→ GIVEN ENTRIES
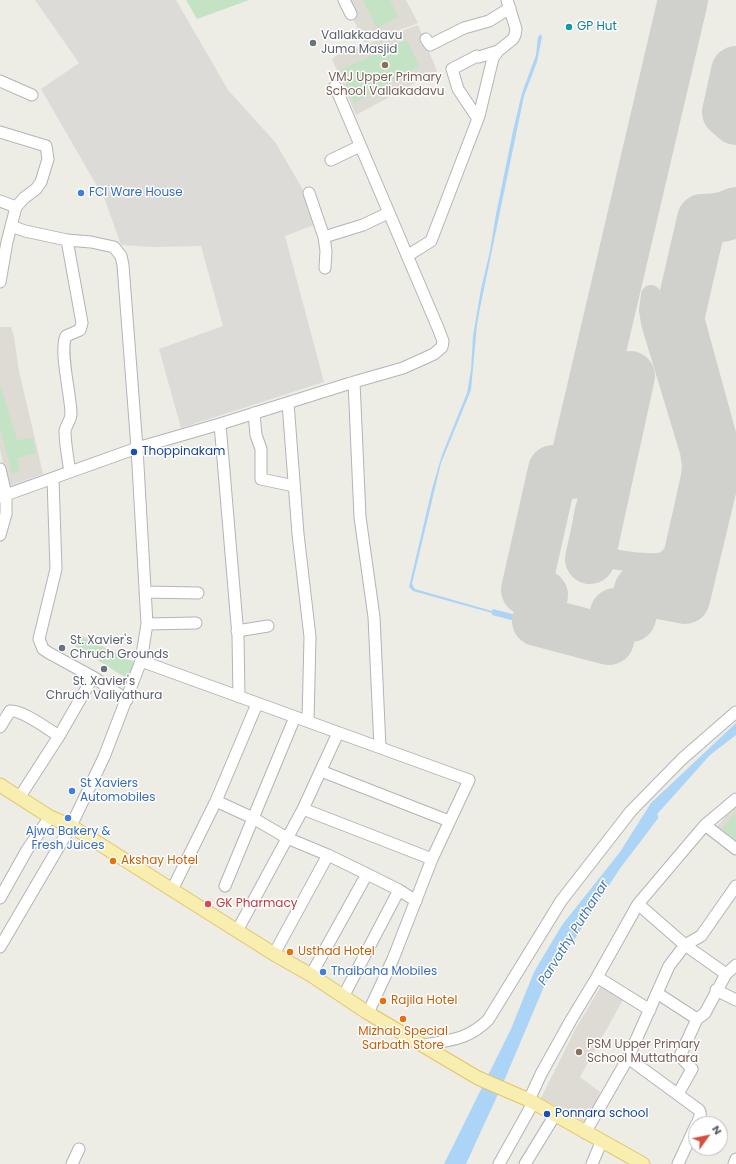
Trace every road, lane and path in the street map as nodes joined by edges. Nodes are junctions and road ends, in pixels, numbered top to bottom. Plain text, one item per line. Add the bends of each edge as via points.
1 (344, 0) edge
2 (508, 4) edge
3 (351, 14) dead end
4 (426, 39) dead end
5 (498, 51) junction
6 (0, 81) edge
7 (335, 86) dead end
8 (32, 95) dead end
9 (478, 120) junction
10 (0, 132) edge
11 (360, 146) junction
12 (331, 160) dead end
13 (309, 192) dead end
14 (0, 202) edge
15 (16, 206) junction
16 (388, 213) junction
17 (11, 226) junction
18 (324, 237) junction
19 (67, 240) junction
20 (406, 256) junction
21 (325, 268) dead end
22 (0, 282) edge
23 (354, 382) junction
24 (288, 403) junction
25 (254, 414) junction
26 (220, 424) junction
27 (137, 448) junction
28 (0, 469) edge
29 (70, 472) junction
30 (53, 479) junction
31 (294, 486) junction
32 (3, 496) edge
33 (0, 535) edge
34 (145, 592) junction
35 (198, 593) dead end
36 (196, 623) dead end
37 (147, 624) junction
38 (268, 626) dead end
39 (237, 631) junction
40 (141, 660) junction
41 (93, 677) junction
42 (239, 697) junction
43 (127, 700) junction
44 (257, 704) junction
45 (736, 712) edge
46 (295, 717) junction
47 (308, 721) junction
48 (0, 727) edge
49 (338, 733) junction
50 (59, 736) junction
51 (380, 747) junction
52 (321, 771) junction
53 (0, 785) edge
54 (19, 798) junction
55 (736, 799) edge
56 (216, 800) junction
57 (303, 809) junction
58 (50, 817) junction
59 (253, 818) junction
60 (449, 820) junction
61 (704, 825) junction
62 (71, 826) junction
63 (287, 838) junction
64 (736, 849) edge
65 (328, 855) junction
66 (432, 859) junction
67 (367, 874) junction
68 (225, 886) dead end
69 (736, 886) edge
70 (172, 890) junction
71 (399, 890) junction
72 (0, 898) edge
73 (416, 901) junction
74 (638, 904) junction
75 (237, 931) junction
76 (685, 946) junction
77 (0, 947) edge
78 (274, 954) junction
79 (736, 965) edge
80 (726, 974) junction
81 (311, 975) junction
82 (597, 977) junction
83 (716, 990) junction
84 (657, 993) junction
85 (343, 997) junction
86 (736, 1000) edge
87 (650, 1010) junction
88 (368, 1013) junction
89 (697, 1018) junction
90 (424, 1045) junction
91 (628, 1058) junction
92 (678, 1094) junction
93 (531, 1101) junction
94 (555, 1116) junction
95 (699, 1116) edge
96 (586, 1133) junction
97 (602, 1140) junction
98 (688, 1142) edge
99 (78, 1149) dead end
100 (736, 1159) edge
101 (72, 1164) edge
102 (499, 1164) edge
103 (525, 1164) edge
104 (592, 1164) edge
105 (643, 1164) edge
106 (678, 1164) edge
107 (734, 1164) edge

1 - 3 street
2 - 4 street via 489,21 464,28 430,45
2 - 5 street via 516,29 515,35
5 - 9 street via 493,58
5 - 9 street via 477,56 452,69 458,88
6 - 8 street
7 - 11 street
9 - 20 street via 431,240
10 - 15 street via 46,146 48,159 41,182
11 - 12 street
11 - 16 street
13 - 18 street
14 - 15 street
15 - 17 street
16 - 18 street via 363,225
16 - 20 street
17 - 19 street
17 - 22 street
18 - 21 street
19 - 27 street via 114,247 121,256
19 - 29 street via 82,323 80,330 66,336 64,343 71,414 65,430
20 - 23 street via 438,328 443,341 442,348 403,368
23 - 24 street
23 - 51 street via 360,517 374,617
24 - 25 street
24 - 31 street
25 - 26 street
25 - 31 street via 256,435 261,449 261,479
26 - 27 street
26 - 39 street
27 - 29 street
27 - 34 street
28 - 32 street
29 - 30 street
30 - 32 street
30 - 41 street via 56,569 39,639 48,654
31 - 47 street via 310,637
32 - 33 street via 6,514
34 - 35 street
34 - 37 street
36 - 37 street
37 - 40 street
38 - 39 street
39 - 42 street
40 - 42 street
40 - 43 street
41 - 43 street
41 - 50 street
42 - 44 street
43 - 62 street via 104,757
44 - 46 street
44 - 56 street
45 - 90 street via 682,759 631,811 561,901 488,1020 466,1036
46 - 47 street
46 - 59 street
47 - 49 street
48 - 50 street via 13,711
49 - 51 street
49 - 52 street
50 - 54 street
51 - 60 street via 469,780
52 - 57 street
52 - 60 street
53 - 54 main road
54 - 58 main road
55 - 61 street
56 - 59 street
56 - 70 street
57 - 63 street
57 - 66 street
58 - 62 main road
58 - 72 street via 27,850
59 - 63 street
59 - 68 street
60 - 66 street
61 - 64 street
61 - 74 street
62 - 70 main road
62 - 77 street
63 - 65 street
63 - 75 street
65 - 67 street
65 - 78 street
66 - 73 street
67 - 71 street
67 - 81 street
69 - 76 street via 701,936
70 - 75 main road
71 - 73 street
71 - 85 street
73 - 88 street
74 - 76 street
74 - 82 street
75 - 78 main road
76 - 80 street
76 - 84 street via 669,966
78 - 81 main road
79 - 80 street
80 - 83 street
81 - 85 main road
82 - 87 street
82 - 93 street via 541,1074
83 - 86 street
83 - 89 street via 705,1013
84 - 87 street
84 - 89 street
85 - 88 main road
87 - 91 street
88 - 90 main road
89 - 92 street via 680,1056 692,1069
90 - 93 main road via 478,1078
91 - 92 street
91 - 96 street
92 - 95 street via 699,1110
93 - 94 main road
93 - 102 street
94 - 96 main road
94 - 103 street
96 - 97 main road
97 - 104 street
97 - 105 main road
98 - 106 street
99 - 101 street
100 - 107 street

---

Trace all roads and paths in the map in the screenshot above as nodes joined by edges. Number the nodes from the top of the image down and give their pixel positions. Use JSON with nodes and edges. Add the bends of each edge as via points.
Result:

==

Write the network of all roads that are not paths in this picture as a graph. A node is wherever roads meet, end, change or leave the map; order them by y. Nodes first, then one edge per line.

→ ASSIGNMENT
Check each line of the data above for the word "roads" and copy the ones where it is found.

→ ANSWER AREA
Trace all roads and paths in the map in the screenshot above as nodes joined by edges. Number the nodes from the top of the image down and give their pixel positions. Use JSON with nodes and edges. Add the bends of each edge as via points.
Write the network of all roads that are not paths in this picture as a graph. A node is wherever roads meet, end, change or leave the map; order them by y. Nodes first, then one edge per line.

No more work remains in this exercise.